If observability only lives in one tool or one team, it will always fall short. When it’s part of the system, trust becomes ambient and dependable.

2. Prioritize what really matters

You can’t monitor everything with the same intensity. That’s why the smartest teams prioritize observability around the data that drives real business outcomes.

Start with your top use cases, the dashboards that influence revenue, the models that power growth. Understand their dependencies. Put guardrails in place where they matter most.

Context is everything. A stale staging table is fine. A stale executive metric? That’s a crisis. Your observability approach should know the difference.

3. Make it work for everyone

Engineers. Analysts. Business stakeholders. They all need to trust the data, but in very different ways.

Engineers want control through code. Analysts need clarity in tools they actually use. Executives just want to know the numbers are right.

Scalable observability isn’t one-size-fits-all. It’s a shared language that adapts to different roles without adding friction.

Where this is all going

Data environments aren’t getting simpler. And AI is raising the stakes.

That’s why the future of observability lies in smart, autonomous systems that don’t just raise red flags, but help teams triage issues, understand impact, and act faster.
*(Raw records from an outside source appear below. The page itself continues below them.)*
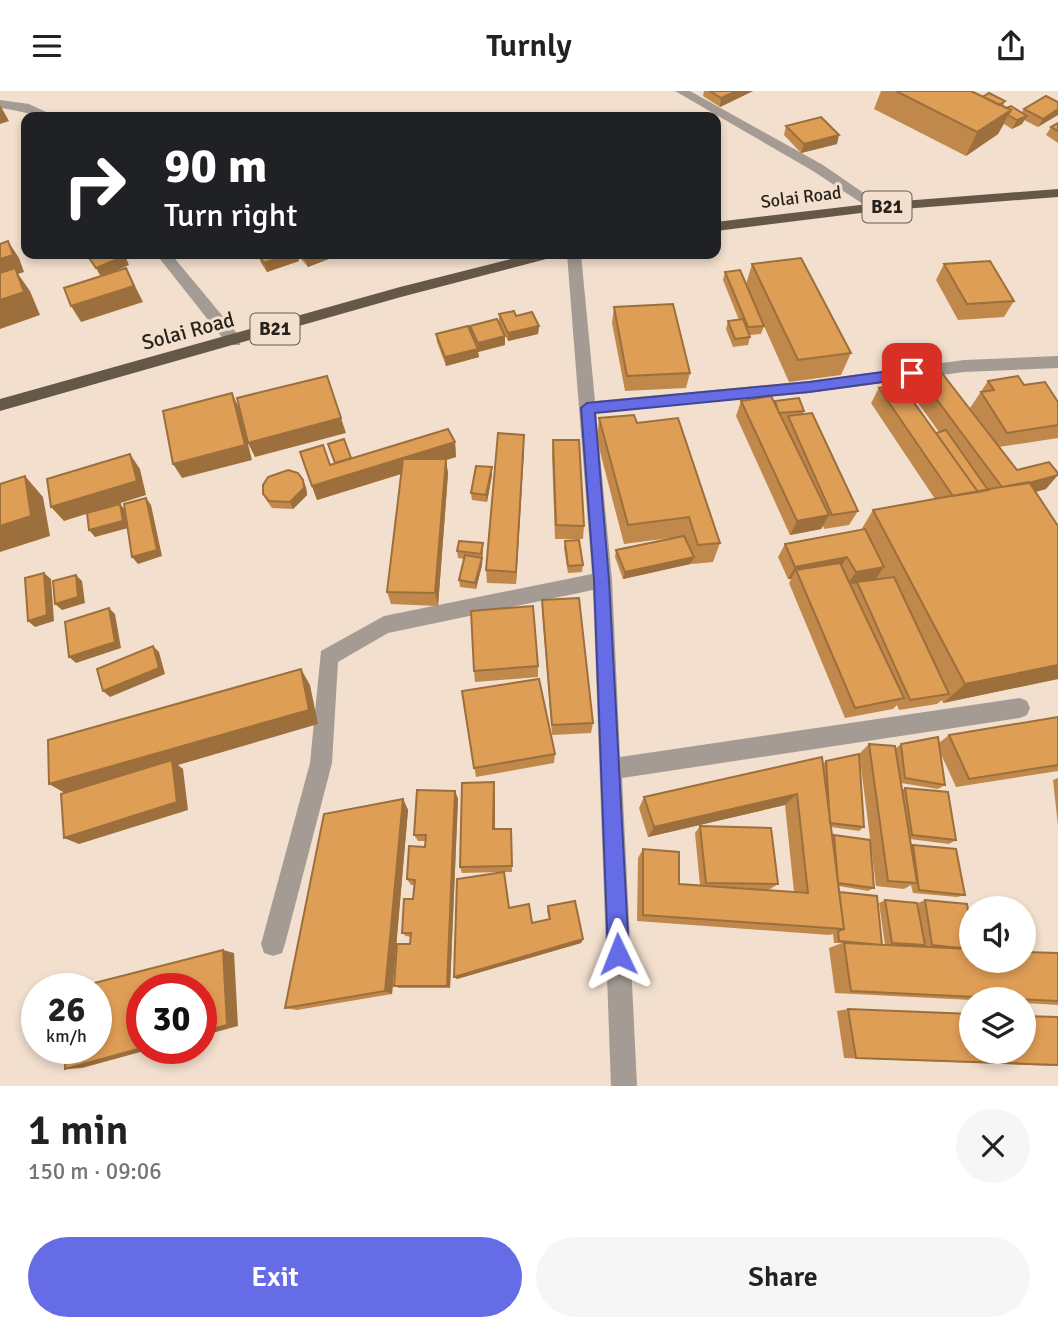 <!DOCTYPE html>
<html lang="en">
<head>
<meta charset="utf-8">
<style>
	body { margin:0; font-family:Signika,sans-serif; background:#f6f6f6; color:#222; height:100vh; display:flex; flex-direction:column; font-size:26px; white-space:nowrap }
	* { box-sizing:border-box; margin:0 }
	p { font-size:23px; color:#767676 }
	.icon { flex:none; width:38px; height:38px; fill:none; stroke:currentColor; stroke-width:2; stroke-linecap:round; stroke-linejoin:round }
	.map { position:relative; height:995px; overflow:hidden }
	.sheet { display:flex; flex-direction:column; background:#fff; flex:1 }
	.sheet>* { flex:none }
	.banner { position:absolute; left:21px; top:21px; width:700px; height:147px; border-radius:14px; box-shadow:0 4px 10px #0003; background:#202124; color:#fff; overflow:hidden }
	.buttons { position:absolute; left:959px; top:805px; display:grid; gap:14px }
	.buttons a { display:grid; place-items:center; width:77px; height:77px; border-radius:50%; background:#fff; box-shadow:0 4px 10px #0003; font-size:35px }
	.speed { position:absolute; left:21px; top:882px; display:flex; gap:14px; font-size:35px; font-weight:700; text-align:center }
	.speed>* { display:grid; place-content:center; width:91px; height:91px; border-radius:50%; background:#fff; box-shadow:0 4px 10px #0003; line-height:1 }
	.speed small { font-size:18px; font-weight:400 }
	.speed .limit { border:10px solid #d22; background:#fff; color:#111 }
	.pin { position:absolute; display:grid; place-items:center; width:60px; height:60px; color:#fff; margin:-30px; border-radius:14px; box-shadow:0 4px 10px #0006 }
	.me { position:absolute; width:77px; margin:-38px; rotate:358deg; stroke-linejoin:round; filter:drop-shadow(0 0 5px #0008) }
	.turn { display:flex; align-items:center; gap:24px; height:147px; padding:0 28px; font-size:32px }
	.turn .icon { width:91px; height:91px; stroke-width:2.5 }
	.turn b { display:block; font-size:49px; line-height:60px }
	.round { display:grid; place-items:center; flex:none; width:74px; height:74px; border-radius:37px; background:#f6f6f6 }
	.head { display:flex; align-items:center; justify-content:space-between; height:119px; padding:0 28px }
	h1 { font-size:42px; font-weight:600; line-height:52px }
	.cta { display:flex; gap:14px; margin-top:auto; padding:14px 28px }
	.cta a { flex:1; height:80px; border-radius:42px; background:#666ce5; color:#fff; font-size:28px; font-weight:600; line-height:80px; text-align:center }
	.cta a+a { background:#f6f6f6; color:#222 }
	header { display:flex; justify-content:space-between; align-items:center; height:91px; padding:0 28px; background:#fff; font-size:32px; font-weight:600 }
	.map>svg:first-child { display:block }
	.lines { fill:none; stroke-linecap:round; stroke-linejoin:round }
	.minor { fill:#a49c94; fill-rule:evenodd }
	.trunk { fill:#665849; fill-rule:evenodd }
	.wall { fill:#c0884a }
	.shaded-wall { fill:#9c6f3c }
	.building { fill:#df9e56; stroke:#9c6f3c; stroke-width:2 }
	.route { fill:#666ce5; stroke:#424695; stroke-width:2 }
	.labels { text-anchor:middle; dominant-baseline:central; stroke-width:6; stroke-linejoin:round; paint-order:stroke }
	.far-street-label { font-size:18px; fill:#28221b; stroke:#f2dfcd }
	.shield { fill:#f2dfcd; stroke:#655b50; stroke-width:2 }
	.shield-label { font-size:19px; font-weight:bold; fill:#28221b }
	.street-label { font-size:21px; fill:#28221b; stroke:#f2dfcd }
</style>
</head>
<body>
<header><svg class="icon" aria-label="menu" viewBox="0 0 24 24"><path d="M4 6h16M4 12h16M4 18h16"/></svg>Turnly<svg class="icon" aria-label="share" viewBox="0 0 24 24"><path d="M12 15V3M7 8l5-5 5 5M5 13v7h14v-7"/></svg></header>
<div class="map">
<svg width="1058" height="995" viewBox="0 0 1058 995">
	<rect width="100%" height="100%" fill="#f2dfcd"/>
	<g class="lines">
		<!-- minor -->
		<path class="minor" d="M675,0H690L823,74L884,116L877,120L872,119L813,80Z
			M0,9L29,13L57,26C38,27 20,19 0,17Z
			M156,163H171L240,246V254H228Z
			M567,163H581L595,310L809,290L964,269L1058,265V277L964,281L809,302L596,322L612,489L620,666L1020,607L1027,610L1030,617L1027,624L1020,627L622,687L637,995H611L593,499L388,542L338,571L332,672L285,853L282,862L273,865L264,862L261,853L310,672L321,560L384,525L592,483Z"/>
		<!-- trunk -->
		<path class="trunk" d="M1058,98V106L877,120L716,140V131L877,112Z
			M531,163H556L554,166L401,206L0,320V308L400,196Z"/>
	</g>
	<!-- wall -->
	<path class="wall" d="M704,0H753L720,16L703,5Z
		M881,0H971L983,6L1005,10L1003,15L1022,21L1024,18L1058,11L1038,36L1024,29L1022,33L1012,38L1004,33L998,43L966,65L874,18Z
		M1058,32V52L1046,44L1051,36Z
		M786,35L837,53L801,62L784,44Z
		M258,163L299,170L267,181L261,172Z
		M300,163H338L339,164L308,176L301,168Z
		M752,173L851,262L841,284L789,291L764,235L761,243L750,244V246L748,254L733,256L726,238L728,230L739,229L723,189L725,181L746,193Z
		M944,173L1014,210L1004,226L958,229L936,189Z
		M614,216L690,282L686,297L625,300L612,232Z
		M499,223L516,225L539,235L538,243L508,250L499,232Z
		M470,235L505,245V254L478,261L479,266L446,275L437,251L436,243L470,241Z
		M917,282L977,328L970,317L988,290L1024,294L1058,311V347L999,356L1017,379L1046,398L1035,401L1058,435V588L943,612L942,609L937,613L899,619L897,614L893,618L845,627L789,492L791,488H788L778,466L785,453L861,439L873,419L935,408L871,312L879,297L936,342L939,341L908,298Z
		M741,310L774,311L775,310L804,320L803,323L858,420L849,434L824,438L823,435L821,438L790,444L736,325Z
		M599,327L637,332L720,452L713,471L692,473V472L623,488L615,466L616,459L678,446L624,453L597,349Z
		M553,349L584,435L583,448H555L552,364Z
		M455,351L456,366L446,369L448,383L438,515L391,513L387,501L401,383L317,409L312,395L330,374L351,367Z
		M524,358L516,493L487,492L486,479Z
		M492,376V384L487,411L472,409L471,402Z
		M306,396L307,404L293,418L272,417L267,410L263,403Z
		M565,450L583,474L582,481L568,482L564,457Z
		M483,452L482,474L476,498L460,496L459,489L464,468L458,467L457,460Z
		M542,509L593,632L591,642L552,644L542,521Z
		M538,575V586L475,591L474,580Z
		M462,600L555,663L554,672L476,686Z
		M1058,626V680L956,696L940,661L945,694L938,698L901,692L902,699L905,697L956,749L949,753L910,748L911,755L913,754L965,804L957,806L913,802L911,794L904,798L876,795L860,668L864,736L859,740L831,736L832,746L834,744L874,797L868,800L839,795V801L882,854H885L879,812L885,809L920,826L918,812L925,809L971,870L1058,862V914L1024,912V908H971V909L835,902L829,857L842,852H834L833,843L829,844L637,830L638,767L643,758L679,793L700,794L695,742L700,735L778,793L770,798H751L794,801L785,714L648,746L639,717L644,706L823,673L826,670L859,663L869,653L895,658L901,653L939,652L949,644Z
		M1058,687V735L1053,689Z
		M455,700L458,708L450,897H399L394,895L410,853L411,846L406,845L402,842L413,808L414,794H411L407,788L425,756L426,750H418L414,744Z
		M495,700V738H511L512,781H504L509,817L532,832L549,829L547,820L548,815L583,848L581,852L457,888L499,781L462,782L460,776Z
		M403,708L408,719L392,903L297,919L285,917Z
		M848,918L1058,975L844,967L837,920Z"/>
	<!-- shaded-wall -->
	<path class="shaded-wall" d="M737,0H753L720,16L721,7Z
		M0,14L9,30L0,33Z
		M1058,18V24L1038,36L1043,28Z
		M1011,19L998,43L966,65L977,41Z
		M1027,25L1022,33L1012,38L1017,29Z
		M839,44L837,53L801,62L804,53Z
		M8,150L19,167L24,181L18,183L30,200L40,224L0,238V168Z
		M291,163H297L299,170L267,181L264,172Z
		M318,163H338L339,164L308,176L305,168Z
		M125,165L129,174L101,186L96,177Z
		M126,177L143,211L81,231L71,215Z
		M539,235L538,243L508,250V242Z
		M505,245V254L478,261L479,266L446,275L445,266L478,258V252Z
		M232,302L239,317L252,369L182,387L173,373Z
		M341,327L346,342L255,366L248,352Z
		M524,344V358L516,493V481Z
		M455,351L456,366L446,369L448,383L438,515L435,502L446,369L317,409L312,395Z
		M130,363L140,378L146,404L64,430L51,416Z
		M492,376V384L487,411L486,404Z
		M1058,384L1046,398L992,413L1004,398Z
		M25,385L43,406L50,445L0,461V435Z
		M303,389L306,396L307,404L293,418L290,411Z
		M146,407L151,414L162,465L138,473L132,466Z
		M120,413L126,420L128,437L95,446L89,439Z
		M829,424L821,438L790,444L797,430Z
		M483,452L482,474L476,498L475,492L481,468V463Z
		M694,466L691,473L623,488L625,481Z
		M847,466L839,479H796L791,488H788L795,476Z
		M884,476L875,489L847,494L856,481Z
		M44,482L51,488L54,530L35,536L28,530Z
		M76,484L82,490L85,512L62,519L55,513Z
		M109,517L115,523L121,557L76,572L69,566Z
		M153,555L159,561L165,583L110,606L103,600Z
		M1058,574V588L943,612L965,593Z
		M301,578L310,594L318,633L178,674L183,678L188,719L79,753L64,747L70,705L49,693Z
		M494,691L495,700V745L493,738Z
		M455,700L458,708L450,897L447,895Z
		M797,703L785,714L648,746L654,736Z
		M403,708L408,719L392,903L385,900Z
		M583,848L581,852L457,888L454,886Z
		M223,859L234,862L238,935L201,945V941Z
		M142,957H155L82,977L65,978Z"/>
	<!-- building -->
	<path class="building" d="M710,0H737L721,7Z
		M896,0H971L1011,19L977,41Z
		M989,2L1005,10L999,14L983,6Z
		M1046,5L1058,11V18L1043,28L1024,18Z
		M1011,15L1027,25L1017,29L1008,24L1011,19L1006,17Z
		M821,26L839,44L804,53L786,35Z
		M1058,32V40L1051,36Z
		M8,150L13,164L0,168V153Z
		M89,163H123L125,165L96,177L87,164Z
		M258,163H291L264,172Z
		M302,163H318L305,168Z
		M801,167L851,262L798,269L752,173Z
		M990,170L1014,210L967,213L944,173Z
		M15,177L24,201L0,209V182Z
		M126,177L134,195L71,215L64,197Z
		M740,179L764,235L748,236L725,181Z
		M673,213L690,282L627,285L614,216Z
		M514,220L516,225L532,221L539,235L508,242L499,223Z
		M497,228L505,245L478,252L470,235Z
		M743,228L750,246L735,248L728,230Z
		M468,235L478,258L445,266L436,243Z
		M938,277L1017,379L1049,371L1058,382V384L1029,392L1002,396L917,282Z
		M327,285L341,327L248,352L237,307Z
		M1018,285L1024,294L1045,291L1058,311V334L1007,342L981,301L994,299L988,290Z
		M900,292L978,401L953,405L879,297Z
		M232,302L245,354L173,373L163,320Z
		M771,305L829,424L797,430L741,310Z
		M799,307L804,320L779,322L775,310Z
		M812,322L858,420L832,424L788,325Z
		M634,324L637,332L678,327L720,452L698,454L689,426L628,434L599,327Z
		M448,338L455,351L312,395L300,361L323,354L330,374Z
		M946,339L988,399L978,401L936,342Z
		M498,342L524,344L516,481L486,479Z
		M344,348L351,367L335,372L328,353Z
		M553,349H579L584,435L556,434Z
		M130,363L137,390L51,416L47,388Z
		M403,368H446L435,502L387,501Z
		M476,375L492,376L486,404L471,402Z
		M288,379L298,382L303,389L304,397L290,411L269,410L263,403V394L268,386Z
		M25,385L31,425L0,435V393Z
		M1029,391L1058,435V574L965,593L873,419Z
		M146,407L157,459L132,466L124,413Z
		M120,413L123,430L89,439L87,422Z
		M865,438L884,476L856,481L847,466L795,476L785,453Z
		M684,445L694,466L625,481L616,459Z
		M579,449L583,474L568,475L565,450Z
		M459,450L483,452L481,463L457,460Z
		M465,464L482,467L475,492L459,489Z
		M840,472L904,607L855,617L796,479Z
		M44,482L47,524L28,530L25,487Z
		M76,484L78,506L55,513L53,490Z
		M894,486L949,603L910,609L857,491Z
		M579,507L593,632L552,634L542,509Z
		M533,515L538,575L474,580L471,520Z
		M109,517L115,551L69,566L65,531Z
		M153,555L159,577L103,600L97,578Z
		M301,578L309,619L49,693L48,649Z
		M539,588L555,663L474,677L462,600Z
		M1058,626V674L969,688L949,644Z
		M938,646L945,694L905,687L901,653Z
		M869,653L895,655L917,792L888,790Z
		M859,663L864,736L830,732L826,670Z
		M822,666L844,838L643,824V758L679,761V793L808,802L797,703L654,736L644,706Z
		M172,669L177,711L64,747L61,703Z
		M494,691L493,738H511L512,775L460,776L462,692Z
		M905,697L948,701L956,749L912,744Z
		M417,699L455,700L447,895H394L397,853H410L411,842H402L404,808H413L415,789L407,788L409,755L425,756L426,744H414Z
		M403,708L385,900L285,917L324,723Z
		M700,735L771,737L778,793L706,792Z
		M834,744L870,749L874,797L838,792Z
		M913,754L956,758L965,804L919,799Z
		M504,781L509,817L529,813L532,832L550,828L548,815L575,810L583,848L454,886L457,788Z
		M839,801L877,805L882,854L839,850L838,840L844,838Z
		M885,809L917,812L925,854L892,852Z
		M925,809L967,813L971,839V858L932,854Z
		M844,852L971,858V870H1024V861L1058,862V910L851,900Z
		M223,859L227,934L201,941V898H142V957L65,978L66,957H96V898H71Z
		M848,918L971,923V961H1024V925L1058,926V974L856,967Z"/>
	<!-- route -->
	<path class="route" d="M912,277L919,282L912,287L809,301L595,322L609,489L629,863L626,870L618,873L611,870L608,863L594,489L581,317L587,312L809,291Z"/>
	<g class="labels">
		<!-- far-street labels -->
		<g class="far-street-label">
			<text transform="translate(801 106) rotate(-7)">Solai Road</text>
		</g>
		<!-- shield labels -->
		<g class="shield">
			<rect x="862.5" y="100.5" width="49" height="31" rx="5"/>
			<rect x="250.5" y="222.5" width="49" height="31" rx="5"/>
		</g>
		<g class="shield-label">
			<text x="887" y="116">B21</text>
			<text x="275" y="238">B21</text>
		</g>
		<!-- street labels -->
		<g class="street-label">
			<text transform="translate(188 240) rotate(-15)">Solai Road</text>
		</g>
	</g>
</svg>
<div class="buttons">
<a><svg class="icon" aria-label="sound" viewBox="0 0 24 24"><path d="M4 9h4l5-4v14l-5-4H4zM17 9q2 3 0 6"/></svg></a>
<a><svg class="icon" aria-label="layers" viewBox="0 0 24 24"><path d="M12 4l9 5-9 5-9-5zM3 14l9 5 9-5"/></svg></a>
</div>
<div class="speed"><div>26<small>km/h</small></div><div class="limit">30</div></div>
<div class="pin" style="left:912px;top:282px;background:#d93025"><svg class="icon" aria-label="arrive" viewBox="0 0 24 24"><path d="M6 21V4h12l-3 4 3 4H6"/></svg></div>
<svg class="me" style="left:618px;top:863px" viewBox="-20 -20 40 40"><path d="M0-17L14 15 0 8-14 15z" fill="#666ce5" stroke="#fff" stroke-width="4"/></svg>
<div class="banner">
<div class="turn"><svg class="icon" aria-label="right" viewBox="0 0 24 24"><path d="M7 20v-9h11M14 6l5 5-5 5"/></svg><div><b>90 m</b>Turn right</div></div>
</div>
</div>
<section class="sheet">
<div class="head"><div><h1>1 min</h1><p>150 m · 09:06</p></div><a class="round"><svg class="icon" aria-label="close" viewBox="0 0 24 24"><path d="M6 6l12 12M18 6L6 18"/></svg></a></div>
<div class="cta"><a>Exit</a><a>Share</a></div>
</section>
</body>
</html>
These systems won’t replace humans. They’ll make it possible for humans to keep up and stay ahead.

The quiet foundation every AI strategy needs

Great AI doesn’t start with bigger models. It starts with dependable data.

If you’re building toward an AI-powered future, now’s the time to ask:

  • Does your observability strategy scale with your ambitions?
  • Are you building trust across every layer and every team?
  • Can your system spot risk before it turns into cost?

Because in this new era, it’s not just about faster decisions or smarter models. It’s about confidence. And confidence only comes from trust.

No trust, no AI.

And that’s a bet no business can afford to lose.